[Collected data]

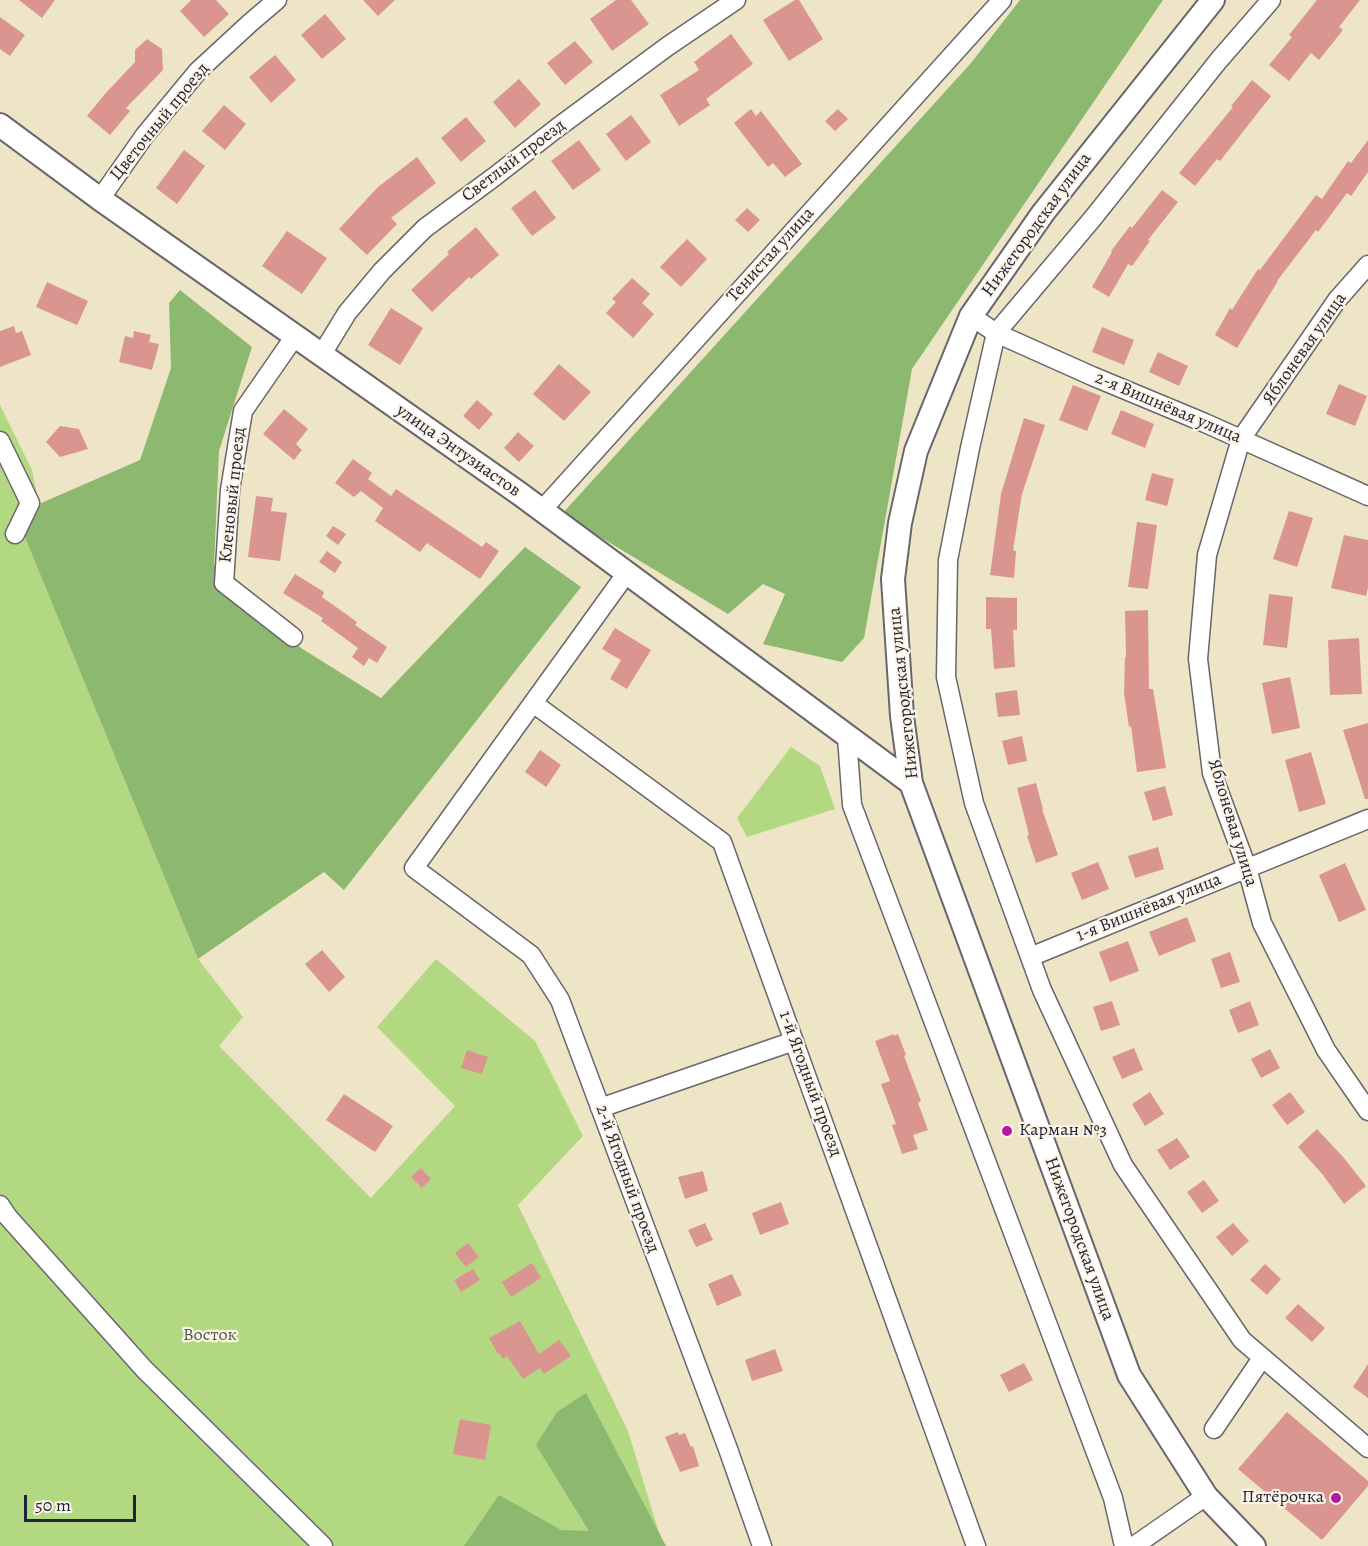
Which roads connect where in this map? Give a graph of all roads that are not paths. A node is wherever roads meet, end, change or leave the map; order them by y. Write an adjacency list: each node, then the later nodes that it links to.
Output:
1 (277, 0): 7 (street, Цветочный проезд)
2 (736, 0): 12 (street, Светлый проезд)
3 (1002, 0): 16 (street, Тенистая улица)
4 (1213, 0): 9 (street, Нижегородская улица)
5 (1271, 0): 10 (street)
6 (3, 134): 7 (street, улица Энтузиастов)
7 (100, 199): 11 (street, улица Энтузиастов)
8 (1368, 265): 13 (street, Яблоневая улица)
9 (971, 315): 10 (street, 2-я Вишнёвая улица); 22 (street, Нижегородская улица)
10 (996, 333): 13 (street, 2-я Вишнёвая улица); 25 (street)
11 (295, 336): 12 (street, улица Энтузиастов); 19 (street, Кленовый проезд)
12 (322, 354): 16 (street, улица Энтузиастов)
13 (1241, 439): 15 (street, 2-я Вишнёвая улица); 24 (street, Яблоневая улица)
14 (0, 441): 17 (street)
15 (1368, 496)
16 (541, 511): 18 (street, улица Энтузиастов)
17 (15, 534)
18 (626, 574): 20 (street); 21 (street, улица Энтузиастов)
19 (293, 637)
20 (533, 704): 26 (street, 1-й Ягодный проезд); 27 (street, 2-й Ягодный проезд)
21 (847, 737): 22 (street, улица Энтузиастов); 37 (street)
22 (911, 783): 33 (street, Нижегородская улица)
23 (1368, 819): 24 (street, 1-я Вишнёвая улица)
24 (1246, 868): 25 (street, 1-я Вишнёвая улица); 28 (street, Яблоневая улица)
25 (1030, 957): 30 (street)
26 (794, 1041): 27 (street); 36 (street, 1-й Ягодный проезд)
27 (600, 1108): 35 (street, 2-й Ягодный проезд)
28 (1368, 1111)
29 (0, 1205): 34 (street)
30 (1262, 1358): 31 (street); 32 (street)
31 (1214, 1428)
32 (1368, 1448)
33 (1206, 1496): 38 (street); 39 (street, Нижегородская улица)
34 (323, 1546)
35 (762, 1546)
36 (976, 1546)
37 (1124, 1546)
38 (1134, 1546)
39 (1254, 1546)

_DIRECTIONS_:
Omit the pictures and restate the rest of the records verbatim.

_EXERCISE OUTPUT_:
Which roads connect where in this map? Give a graph of all roads that are not paths. A node is wherever roads meet, end, change or leave the map; order them by y. Write an adjacency list: each node, then the later nodes that it links to.
Output:
1 (277, 0): 7 (street, Цветочный проезд)
2 (736, 0): 12 (street, Светлый проезд)
3 (1002, 0): 16 (street, Тенистая улица)
4 (1213, 0): 9 (street, Нижегородская улица)
5 (1271, 0): 10 (street)
6 (3, 134): 7 (street, улица Энтузиастов)
7 (100, 199): 11 (street, улица Энтузиастов)
8 (1368, 265): 13 (street, Яблоневая улица)
9 (971, 315): 10 (street, 2-я Вишнёвая улица); 22 (street, Нижегородская улица)
10 (996, 333): 13 (street, 2-я Вишнёвая улица); 25 (street)
11 (295, 336): 12 (street, улица Энтузиастов); 19 (street, Кленовый проезд)
12 (322, 354): 16 (street, улица Энтузиастов)
13 (1241, 439): 15 (street, 2-я Вишнёвая улица); 24 (street, Яблоневая улица)
14 (0, 441): 17 (street)
15 (1368, 496)
16 (541, 511): 18 (street, улица Энтузиастов)
17 (15, 534)
18 (626, 574): 20 (street); 21 (street, улица Энтузиастов)
19 (293, 637)
20 (533, 704): 26 (street, 1-й Ягодный проезд); 27 (street, 2-й Ягодный проезд)
21 (847, 737): 22 (street, улица Энтузиастов); 37 (street)
22 (911, 783): 33 (street, Нижегородская улица)
23 (1368, 819): 24 (street, 1-я Вишнёвая улица)
24 (1246, 868): 25 (street, 1-я Вишнёвая улица); 28 (street, Яблоневая улица)
25 (1030, 957): 30 (street)
26 (794, 1041): 27 (street); 36 (street, 1-й Ягодный проезд)
27 (600, 1108): 35 (street, 2-й Ягодный проезд)
28 (1368, 1111)
29 (0, 1205): 34 (street)
30 (1262, 1358): 31 (street); 32 (street)
31 (1214, 1428)
32 (1368, 1448)
33 (1206, 1496): 38 (street); 39 (street, Нижегородская улица)
34 (323, 1546)
35 (762, 1546)
36 (976, 1546)
37 (1124, 1546)
38 (1134, 1546)
39 (1254, 1546)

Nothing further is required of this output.